● **Work required**: Whenever a line in the data holds the string "edges", pull that line out.

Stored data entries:
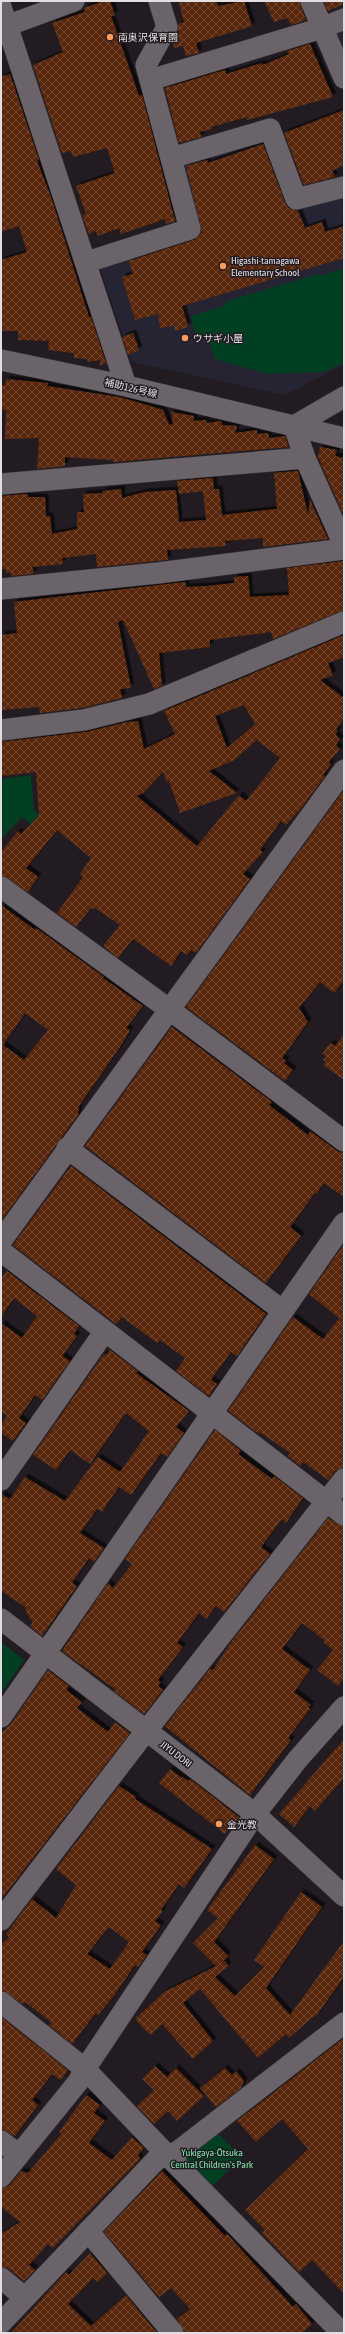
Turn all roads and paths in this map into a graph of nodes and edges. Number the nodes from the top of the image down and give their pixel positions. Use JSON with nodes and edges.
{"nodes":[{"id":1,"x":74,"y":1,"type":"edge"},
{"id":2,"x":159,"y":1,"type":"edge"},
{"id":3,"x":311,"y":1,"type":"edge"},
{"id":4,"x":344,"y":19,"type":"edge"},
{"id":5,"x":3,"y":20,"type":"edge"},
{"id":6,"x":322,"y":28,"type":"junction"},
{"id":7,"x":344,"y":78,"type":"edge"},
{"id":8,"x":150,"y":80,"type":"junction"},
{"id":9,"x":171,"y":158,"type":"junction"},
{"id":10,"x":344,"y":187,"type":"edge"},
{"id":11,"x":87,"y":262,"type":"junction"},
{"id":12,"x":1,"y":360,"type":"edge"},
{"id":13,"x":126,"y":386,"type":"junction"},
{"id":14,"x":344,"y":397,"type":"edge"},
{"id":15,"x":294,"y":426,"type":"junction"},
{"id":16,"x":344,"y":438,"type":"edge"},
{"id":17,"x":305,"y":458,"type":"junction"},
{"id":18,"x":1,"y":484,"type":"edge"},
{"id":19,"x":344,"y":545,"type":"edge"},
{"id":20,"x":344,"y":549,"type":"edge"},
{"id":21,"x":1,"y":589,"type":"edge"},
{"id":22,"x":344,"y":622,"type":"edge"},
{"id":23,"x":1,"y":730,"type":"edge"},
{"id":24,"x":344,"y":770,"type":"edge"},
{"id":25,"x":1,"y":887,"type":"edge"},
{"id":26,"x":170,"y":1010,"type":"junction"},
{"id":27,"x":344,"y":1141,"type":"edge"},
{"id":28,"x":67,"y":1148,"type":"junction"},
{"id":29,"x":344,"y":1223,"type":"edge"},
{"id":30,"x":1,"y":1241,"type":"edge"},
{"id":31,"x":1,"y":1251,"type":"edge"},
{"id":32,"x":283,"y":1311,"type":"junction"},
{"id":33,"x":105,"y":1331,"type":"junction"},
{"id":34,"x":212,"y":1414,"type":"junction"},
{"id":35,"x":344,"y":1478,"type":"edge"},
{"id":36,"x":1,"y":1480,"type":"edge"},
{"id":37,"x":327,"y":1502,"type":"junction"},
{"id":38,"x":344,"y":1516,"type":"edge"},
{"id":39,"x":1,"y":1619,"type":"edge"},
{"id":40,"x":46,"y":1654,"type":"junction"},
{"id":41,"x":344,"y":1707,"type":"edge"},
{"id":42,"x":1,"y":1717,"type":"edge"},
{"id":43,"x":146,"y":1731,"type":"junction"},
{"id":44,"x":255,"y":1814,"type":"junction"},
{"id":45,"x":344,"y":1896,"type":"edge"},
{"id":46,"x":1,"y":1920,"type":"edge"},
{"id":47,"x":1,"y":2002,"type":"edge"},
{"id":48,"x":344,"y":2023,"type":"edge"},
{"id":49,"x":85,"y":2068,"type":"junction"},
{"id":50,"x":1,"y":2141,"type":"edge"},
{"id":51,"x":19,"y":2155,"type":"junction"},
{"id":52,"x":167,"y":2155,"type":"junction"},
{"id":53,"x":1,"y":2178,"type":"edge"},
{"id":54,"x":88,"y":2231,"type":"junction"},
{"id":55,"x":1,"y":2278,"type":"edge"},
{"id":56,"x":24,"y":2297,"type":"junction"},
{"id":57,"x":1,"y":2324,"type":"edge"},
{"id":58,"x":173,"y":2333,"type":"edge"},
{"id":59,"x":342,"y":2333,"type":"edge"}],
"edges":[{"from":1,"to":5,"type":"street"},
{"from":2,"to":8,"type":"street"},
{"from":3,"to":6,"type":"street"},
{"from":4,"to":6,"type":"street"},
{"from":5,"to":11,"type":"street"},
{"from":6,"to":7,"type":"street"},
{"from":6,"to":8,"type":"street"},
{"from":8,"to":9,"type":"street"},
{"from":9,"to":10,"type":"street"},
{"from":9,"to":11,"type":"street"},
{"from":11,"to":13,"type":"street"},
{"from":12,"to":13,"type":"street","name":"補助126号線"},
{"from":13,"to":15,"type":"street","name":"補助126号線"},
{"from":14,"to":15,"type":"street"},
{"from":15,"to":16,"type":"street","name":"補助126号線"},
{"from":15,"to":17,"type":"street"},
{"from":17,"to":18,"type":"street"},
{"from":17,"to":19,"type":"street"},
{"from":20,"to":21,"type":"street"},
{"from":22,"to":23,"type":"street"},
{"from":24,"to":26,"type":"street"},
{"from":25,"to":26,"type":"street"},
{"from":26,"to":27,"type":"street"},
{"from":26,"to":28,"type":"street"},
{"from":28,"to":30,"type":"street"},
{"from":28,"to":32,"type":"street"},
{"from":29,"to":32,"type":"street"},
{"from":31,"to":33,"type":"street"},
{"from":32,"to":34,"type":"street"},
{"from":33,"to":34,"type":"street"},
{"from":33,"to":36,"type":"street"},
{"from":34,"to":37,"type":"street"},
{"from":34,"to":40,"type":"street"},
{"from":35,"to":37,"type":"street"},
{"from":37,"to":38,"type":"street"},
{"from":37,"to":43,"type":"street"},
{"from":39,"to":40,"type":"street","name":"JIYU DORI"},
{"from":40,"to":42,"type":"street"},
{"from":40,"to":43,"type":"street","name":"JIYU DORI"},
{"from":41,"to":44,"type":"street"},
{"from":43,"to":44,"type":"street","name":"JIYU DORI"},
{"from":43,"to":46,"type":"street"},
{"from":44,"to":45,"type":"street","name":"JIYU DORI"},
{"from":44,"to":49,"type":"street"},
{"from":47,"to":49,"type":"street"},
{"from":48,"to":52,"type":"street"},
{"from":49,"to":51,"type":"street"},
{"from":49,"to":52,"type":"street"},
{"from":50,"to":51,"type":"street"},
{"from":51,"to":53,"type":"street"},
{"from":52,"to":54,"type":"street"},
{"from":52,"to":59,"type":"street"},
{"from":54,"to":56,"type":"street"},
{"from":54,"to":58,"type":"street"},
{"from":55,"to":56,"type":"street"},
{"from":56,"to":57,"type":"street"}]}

● **Response to this exercise**:
Turn all roads and paths in this map into a graph of nodes and edges. Number the nodes from the top of the image down and give their pixel positions. Use JSON with nodes and edges.
"edges":[{"from":1,"to":5,"type":"street"},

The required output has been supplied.